In 1539 the 'manor' of Brinklow, namely the undertenancy granted by William de Thorp in 1344 to the Abbot of Combe, was granted for life to Mary, Duchess of Richmond and Somerset. (fn. 43) She died in 1557, and the following year the manor was granted to Robert Lane of Horton (Northants.) and Anthony Throckmorton of Chastleton (Oxon.). It was then valued at £11 8s. 10½d. and held with Great Addington in Northants., of which the value was £15 10s., as onefortieth of a knight's fee. (fn. 44) In the same year Lane and Throckmorton obtained licence to grant the manor to William Dawes, his heirs and assigns, to be held in chief. (fn. 45) In 1628 William Dawes, probably his grandson, died in possession of the manor, William his son and heir being 30 at the time of the inquisition. (fn. 46)

Part of the parish, including the site of the castle, was in 1626 in the hands of Arthur Gregory of Stivichall. (fn. 47) His son John appears subsequently to have obtained possession of the whole of what was called 'the manor', with which he was dealing in 1654. (fn. 48)

Gregory.

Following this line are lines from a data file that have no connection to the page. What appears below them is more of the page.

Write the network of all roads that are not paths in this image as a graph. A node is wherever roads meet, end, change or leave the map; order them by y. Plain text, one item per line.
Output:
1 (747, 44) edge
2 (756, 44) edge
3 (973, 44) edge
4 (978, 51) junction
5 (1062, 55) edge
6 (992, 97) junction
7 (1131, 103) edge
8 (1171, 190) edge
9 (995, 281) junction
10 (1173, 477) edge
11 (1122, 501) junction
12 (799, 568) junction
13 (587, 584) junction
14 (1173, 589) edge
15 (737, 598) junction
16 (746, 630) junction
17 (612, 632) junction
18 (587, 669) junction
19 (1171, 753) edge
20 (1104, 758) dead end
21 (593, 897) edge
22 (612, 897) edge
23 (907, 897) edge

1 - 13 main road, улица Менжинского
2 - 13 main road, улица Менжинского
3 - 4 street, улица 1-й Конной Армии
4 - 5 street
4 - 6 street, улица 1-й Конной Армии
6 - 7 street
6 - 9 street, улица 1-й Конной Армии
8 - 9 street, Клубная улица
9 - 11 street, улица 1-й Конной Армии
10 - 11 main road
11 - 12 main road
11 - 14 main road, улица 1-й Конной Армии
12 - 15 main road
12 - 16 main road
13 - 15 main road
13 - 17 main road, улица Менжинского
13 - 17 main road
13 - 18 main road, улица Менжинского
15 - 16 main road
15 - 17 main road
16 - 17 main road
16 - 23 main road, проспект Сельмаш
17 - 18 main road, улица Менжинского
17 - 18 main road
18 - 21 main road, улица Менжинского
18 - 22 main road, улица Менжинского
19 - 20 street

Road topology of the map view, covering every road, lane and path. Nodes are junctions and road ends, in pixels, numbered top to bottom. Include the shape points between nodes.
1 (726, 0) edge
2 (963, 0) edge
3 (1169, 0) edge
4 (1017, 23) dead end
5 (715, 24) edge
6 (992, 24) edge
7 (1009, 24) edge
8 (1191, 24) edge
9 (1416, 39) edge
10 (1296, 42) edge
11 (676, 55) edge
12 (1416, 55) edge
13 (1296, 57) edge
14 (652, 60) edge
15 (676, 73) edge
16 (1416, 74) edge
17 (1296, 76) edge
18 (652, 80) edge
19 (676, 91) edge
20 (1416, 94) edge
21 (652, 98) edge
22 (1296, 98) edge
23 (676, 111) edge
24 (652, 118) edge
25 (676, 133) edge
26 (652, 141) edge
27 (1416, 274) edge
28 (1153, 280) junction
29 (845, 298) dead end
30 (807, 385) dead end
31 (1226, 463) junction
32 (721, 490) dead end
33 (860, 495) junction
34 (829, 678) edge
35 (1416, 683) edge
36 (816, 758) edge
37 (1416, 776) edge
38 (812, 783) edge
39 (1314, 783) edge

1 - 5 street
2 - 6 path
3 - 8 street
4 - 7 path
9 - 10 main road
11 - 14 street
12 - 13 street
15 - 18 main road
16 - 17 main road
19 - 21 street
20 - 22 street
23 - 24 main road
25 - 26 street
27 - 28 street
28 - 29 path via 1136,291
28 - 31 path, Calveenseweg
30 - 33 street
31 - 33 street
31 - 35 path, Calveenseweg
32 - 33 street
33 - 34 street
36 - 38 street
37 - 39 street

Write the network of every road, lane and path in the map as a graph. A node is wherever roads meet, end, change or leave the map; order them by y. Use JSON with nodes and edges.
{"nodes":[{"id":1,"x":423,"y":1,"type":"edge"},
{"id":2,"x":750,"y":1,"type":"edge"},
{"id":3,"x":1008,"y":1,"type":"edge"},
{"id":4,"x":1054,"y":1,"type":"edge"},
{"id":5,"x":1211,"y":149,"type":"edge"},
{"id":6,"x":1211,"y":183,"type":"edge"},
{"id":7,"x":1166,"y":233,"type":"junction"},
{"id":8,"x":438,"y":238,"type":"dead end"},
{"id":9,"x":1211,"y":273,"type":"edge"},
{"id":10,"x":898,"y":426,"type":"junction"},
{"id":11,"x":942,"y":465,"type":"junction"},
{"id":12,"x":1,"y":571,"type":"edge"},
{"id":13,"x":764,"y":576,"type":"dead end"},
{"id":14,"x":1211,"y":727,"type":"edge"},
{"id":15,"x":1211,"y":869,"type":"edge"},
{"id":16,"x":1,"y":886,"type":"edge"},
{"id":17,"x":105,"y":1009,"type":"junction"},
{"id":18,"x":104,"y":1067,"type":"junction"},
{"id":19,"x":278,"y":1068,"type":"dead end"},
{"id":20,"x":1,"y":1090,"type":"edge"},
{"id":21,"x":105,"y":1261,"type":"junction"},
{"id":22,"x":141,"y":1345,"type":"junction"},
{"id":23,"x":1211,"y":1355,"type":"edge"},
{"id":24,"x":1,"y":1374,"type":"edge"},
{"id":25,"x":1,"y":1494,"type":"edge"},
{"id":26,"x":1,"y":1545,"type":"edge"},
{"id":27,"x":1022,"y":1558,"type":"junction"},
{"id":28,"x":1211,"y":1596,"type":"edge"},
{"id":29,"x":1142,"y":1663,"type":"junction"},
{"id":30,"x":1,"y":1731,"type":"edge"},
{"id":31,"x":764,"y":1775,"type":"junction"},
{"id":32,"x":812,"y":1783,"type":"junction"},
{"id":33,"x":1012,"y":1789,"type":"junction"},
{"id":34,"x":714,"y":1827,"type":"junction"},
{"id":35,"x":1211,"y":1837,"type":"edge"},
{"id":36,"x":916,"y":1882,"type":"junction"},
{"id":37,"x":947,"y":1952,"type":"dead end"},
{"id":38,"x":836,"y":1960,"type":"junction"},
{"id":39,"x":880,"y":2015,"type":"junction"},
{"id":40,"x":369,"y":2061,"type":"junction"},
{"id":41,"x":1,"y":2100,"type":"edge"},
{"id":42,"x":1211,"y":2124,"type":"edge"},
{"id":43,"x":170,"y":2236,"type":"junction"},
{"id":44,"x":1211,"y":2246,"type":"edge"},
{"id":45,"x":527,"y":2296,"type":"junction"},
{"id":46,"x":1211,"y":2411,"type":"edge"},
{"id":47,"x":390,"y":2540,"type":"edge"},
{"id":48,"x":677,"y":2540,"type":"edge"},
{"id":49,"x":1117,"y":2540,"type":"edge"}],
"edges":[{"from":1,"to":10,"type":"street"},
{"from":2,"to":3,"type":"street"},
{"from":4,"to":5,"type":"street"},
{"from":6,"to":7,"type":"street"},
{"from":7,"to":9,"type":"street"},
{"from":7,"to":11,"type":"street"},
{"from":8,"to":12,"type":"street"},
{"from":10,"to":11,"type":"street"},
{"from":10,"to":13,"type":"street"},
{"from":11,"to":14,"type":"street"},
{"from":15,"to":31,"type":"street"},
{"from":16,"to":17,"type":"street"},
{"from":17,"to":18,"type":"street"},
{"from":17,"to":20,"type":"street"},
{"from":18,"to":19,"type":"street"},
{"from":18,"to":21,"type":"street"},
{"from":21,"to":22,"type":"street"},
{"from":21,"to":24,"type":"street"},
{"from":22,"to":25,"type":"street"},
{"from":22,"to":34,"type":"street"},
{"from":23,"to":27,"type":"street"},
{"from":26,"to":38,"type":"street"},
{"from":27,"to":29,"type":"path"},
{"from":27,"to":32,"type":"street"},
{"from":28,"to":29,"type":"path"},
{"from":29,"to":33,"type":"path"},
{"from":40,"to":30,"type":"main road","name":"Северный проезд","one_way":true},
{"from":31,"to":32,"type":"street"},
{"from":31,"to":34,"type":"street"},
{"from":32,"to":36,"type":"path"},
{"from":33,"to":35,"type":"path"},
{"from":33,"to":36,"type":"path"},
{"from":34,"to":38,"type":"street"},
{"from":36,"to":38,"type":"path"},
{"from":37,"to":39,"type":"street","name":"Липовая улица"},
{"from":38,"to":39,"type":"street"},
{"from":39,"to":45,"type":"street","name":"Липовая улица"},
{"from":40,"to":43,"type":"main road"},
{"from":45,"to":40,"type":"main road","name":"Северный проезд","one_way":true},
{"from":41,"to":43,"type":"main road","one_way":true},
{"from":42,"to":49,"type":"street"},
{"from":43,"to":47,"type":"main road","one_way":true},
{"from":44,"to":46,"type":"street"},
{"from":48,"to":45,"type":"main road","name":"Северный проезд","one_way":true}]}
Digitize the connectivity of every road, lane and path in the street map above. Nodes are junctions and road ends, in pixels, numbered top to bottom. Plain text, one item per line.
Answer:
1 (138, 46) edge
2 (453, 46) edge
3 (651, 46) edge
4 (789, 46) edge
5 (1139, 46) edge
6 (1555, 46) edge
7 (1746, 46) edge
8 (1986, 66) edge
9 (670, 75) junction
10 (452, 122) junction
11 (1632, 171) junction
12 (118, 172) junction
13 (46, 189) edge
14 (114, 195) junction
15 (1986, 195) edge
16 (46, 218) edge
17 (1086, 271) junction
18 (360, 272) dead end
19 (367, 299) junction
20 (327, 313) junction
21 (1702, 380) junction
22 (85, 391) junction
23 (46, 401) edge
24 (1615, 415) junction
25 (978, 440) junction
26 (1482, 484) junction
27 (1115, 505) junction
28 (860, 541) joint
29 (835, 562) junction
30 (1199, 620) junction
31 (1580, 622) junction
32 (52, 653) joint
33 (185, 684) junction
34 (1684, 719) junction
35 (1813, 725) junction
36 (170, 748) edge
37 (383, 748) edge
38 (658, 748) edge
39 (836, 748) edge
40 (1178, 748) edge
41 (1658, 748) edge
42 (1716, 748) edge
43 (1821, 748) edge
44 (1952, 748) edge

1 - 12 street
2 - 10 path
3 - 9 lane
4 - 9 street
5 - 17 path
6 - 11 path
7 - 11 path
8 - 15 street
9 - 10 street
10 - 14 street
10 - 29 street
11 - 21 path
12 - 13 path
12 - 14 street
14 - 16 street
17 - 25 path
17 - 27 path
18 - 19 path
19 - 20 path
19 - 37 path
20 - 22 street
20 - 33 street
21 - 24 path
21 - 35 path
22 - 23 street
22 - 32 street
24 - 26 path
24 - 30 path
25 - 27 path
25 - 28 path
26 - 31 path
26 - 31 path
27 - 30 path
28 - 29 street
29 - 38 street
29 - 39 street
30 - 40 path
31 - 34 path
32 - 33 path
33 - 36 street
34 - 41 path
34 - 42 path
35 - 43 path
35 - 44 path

Argent two bars and in chief a lion passant azure.

It was perhaps through Sir Simon Clarke, who in 1636 with John Clarke granted view of frankpledge in Brinklow to John Williams the younger, Simon Edolphe, and John Vaughan, (fn. 49) that another manor of Brinklow came, before 1728, (fn. 50) to the Skipwith family, Sir Fulwar Skipwith, 1st baronet, who died in 1678, marrying Dorothy Parker the niece of Dorothy Hobson (daughter of Thomas Hobson of Cambridge), Sir Simon Clarke's second wife. (fn. 51) The court leet and view of frankpledge was leased to Sir Fulwar Skipwith, 2nd baronet, in 1685, and confirmed in 1707 and 1731. (fn. 52) The Skipwith baronetcy became extinct in 1790, (fn. 53) but Thomas George Skipwith, a distant cousin, (fn. 54) was vouchee in a recovery of the manor in 1832, (fn. 55) and in 1850 the joint lords were Sir Grey Skipworth and A. F. Gregory, (fn. 56) the latter being directly descended from the John Gregory who was lord of the manor in 1654. (fn. 57) The lordship remains with the Gregory (now GregoryHood) family. (fn. 58)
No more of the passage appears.